Canadian Startup Says Direct-Drive Motors Are the Future of Robot Actuators

Genesis Robotics has designed a direct drive that integrates magnets and windings tightly in a compact package. The company says its LiveDrive motor can deliver three times as much torque per weight as conventional direct drives, a decades-old technology.

A vast majority of robots still use an electric motor coupled to a gearbox to move each of their wheels and joints. The motor spins rapidly, as it’s optimized to do, while the gearbox reduces the rotation speed of the output shaft, increasing the torque in the process. This type of actuator powers robots as varied as industrial arms, walking humanoids, and Mars rovers.

Now a Canadian startup says there’s indeed a better way to actuate robots. Genesis Robotics in Langley, B.C., wants to replace regular motors with a special kind of motor whose torque and speed can be controlled more precisely. Because such a motor can turn at a much slower pace, you can sometimes use it to power a robot joint using no gearing at all, which is why the design is known as a direct drive, even though in many cases these motors are coupled with minimal gearing.

“Robotics is so far forward with the controls, with the sensors, with the AI,” says Genesis founder and chief technology officer James Klassen. “What’s holding it back is actuation.”

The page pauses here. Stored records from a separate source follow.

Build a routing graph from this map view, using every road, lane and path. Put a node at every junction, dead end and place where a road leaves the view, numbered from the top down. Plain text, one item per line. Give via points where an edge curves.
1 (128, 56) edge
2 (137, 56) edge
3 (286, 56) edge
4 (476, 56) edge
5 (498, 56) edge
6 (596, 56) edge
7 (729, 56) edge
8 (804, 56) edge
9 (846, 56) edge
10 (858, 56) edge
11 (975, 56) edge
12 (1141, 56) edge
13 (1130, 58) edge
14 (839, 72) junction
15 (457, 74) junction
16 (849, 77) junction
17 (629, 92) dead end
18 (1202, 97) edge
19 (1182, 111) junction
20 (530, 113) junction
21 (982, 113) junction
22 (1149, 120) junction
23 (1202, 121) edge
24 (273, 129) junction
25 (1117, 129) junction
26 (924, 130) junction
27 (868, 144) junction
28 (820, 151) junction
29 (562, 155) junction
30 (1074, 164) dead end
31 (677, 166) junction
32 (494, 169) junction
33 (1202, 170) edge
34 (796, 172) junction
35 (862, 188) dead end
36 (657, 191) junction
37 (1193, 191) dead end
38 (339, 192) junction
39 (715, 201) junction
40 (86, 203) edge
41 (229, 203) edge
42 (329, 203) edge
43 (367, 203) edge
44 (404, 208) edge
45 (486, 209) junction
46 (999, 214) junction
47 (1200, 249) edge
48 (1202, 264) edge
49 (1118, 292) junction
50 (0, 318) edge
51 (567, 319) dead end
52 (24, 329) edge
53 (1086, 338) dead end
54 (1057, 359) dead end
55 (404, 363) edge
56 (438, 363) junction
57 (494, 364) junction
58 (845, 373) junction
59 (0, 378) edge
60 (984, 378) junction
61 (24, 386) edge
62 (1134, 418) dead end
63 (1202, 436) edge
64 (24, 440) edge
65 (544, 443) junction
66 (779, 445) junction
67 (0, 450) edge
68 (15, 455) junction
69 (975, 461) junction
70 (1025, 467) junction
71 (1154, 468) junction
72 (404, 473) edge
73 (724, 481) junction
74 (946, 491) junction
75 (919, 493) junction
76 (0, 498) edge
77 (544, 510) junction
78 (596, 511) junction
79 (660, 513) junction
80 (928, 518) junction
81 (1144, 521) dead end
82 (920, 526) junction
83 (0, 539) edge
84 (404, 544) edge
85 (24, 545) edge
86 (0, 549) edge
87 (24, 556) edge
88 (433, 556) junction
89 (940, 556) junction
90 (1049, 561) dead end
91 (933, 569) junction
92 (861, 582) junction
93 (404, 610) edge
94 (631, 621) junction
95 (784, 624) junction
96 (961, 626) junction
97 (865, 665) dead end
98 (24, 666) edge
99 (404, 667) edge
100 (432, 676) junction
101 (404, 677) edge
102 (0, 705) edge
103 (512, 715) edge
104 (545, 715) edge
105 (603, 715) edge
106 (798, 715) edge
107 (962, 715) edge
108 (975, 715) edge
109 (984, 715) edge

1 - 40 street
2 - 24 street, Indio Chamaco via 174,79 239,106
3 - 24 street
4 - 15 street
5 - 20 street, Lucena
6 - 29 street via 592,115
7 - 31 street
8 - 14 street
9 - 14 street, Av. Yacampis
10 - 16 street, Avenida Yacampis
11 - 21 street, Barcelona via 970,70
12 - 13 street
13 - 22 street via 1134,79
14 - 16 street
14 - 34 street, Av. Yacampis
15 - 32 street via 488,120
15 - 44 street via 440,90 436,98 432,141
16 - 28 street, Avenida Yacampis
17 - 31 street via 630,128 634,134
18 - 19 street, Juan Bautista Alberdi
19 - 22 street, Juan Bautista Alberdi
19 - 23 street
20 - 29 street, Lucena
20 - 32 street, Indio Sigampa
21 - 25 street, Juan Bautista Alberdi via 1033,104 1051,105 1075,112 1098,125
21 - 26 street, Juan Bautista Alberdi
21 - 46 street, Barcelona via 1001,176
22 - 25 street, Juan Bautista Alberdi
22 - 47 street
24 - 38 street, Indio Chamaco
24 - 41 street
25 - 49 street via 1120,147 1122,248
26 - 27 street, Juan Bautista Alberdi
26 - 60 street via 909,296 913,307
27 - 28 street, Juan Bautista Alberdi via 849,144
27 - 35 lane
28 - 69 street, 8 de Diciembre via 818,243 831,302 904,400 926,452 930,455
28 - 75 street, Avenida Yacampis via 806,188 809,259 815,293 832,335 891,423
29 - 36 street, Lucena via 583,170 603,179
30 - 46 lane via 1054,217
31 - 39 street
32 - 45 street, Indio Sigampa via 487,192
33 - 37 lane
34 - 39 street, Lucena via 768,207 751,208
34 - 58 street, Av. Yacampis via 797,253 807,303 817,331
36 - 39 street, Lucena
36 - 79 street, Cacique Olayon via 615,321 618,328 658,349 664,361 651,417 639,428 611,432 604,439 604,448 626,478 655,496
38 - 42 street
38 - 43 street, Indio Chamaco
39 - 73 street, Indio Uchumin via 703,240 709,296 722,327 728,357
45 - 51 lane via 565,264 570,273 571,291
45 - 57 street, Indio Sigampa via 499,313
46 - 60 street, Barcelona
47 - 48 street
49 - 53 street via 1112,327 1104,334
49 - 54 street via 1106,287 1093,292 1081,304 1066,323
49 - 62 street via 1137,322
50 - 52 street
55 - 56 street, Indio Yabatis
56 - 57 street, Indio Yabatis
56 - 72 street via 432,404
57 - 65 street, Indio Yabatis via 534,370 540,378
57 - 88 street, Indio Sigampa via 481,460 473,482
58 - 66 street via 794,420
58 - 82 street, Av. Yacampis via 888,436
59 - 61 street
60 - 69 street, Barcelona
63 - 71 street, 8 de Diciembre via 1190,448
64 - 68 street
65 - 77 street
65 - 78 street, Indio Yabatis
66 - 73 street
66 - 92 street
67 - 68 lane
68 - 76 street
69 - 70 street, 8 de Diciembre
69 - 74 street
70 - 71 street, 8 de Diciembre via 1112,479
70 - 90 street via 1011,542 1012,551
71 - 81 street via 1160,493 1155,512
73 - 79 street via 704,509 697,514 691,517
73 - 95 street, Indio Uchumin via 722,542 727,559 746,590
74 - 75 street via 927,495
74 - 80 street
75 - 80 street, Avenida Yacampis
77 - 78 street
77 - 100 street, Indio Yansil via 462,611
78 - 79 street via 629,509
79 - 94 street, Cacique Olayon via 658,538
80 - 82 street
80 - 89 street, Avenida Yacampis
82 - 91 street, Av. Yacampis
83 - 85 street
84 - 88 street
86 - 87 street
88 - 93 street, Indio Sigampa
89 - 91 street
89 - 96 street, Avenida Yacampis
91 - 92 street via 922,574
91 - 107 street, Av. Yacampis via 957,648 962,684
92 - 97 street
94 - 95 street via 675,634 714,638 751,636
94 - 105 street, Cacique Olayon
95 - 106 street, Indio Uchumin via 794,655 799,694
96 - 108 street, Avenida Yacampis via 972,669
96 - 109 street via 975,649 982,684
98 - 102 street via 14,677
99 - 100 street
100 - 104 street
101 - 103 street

The 60-person company has been amassing patents over the past several years, and last April it received a large investment from Koch Industries, the giant conglomerate. Starting in 2019, Genesis will either sell or license its family of direct drives and gearboxes to robot makers.

The company has designed two LiveDrive models, one 250 millimeters in diameter and another 110 mm. Public demonstrations at trade shows have generally impressed observers, and Genesis is now collaborating with researchers to improve its motor specs.

“The diameter is a bit big, but on the other hand, the width is very impressive,” says Bram Vanderborght, a roboticist at the Vrije Universiteit Brussel, in Belgium, who’s an advisor to the company and has been testing the 250-mm LiveDrive. One possibility he’s considering is putting two or more LiveDrive units side by side to multiply the torque. “It’s a more modular system,” he says.

Most robots will require more torque than LiveDrive alone can provide. That’s why Genesis created its Reflex gearbox. It’s based on a configuration of planetary gears, with smaller gears revolving around a larger one. This design results in a more compliant, responsive actuator compared with those used in multistage gearing systems. Reflex will initially be made out of metal, but the goal is to fabricate it using plastics, bringing down the cost to a fraction of that of existing strain-wave gears, which is a major reason why robotics hardware is so expensive.

For his part, Klassen says the best way to show off the benefits of his actuators is by putting them to use in real robots. His team has designed robotic arms, legged robots, and exoskeletons and is now building a home robot prototype. “We love to build things, make things better,” he says. “We’re a bunch of gearheads.”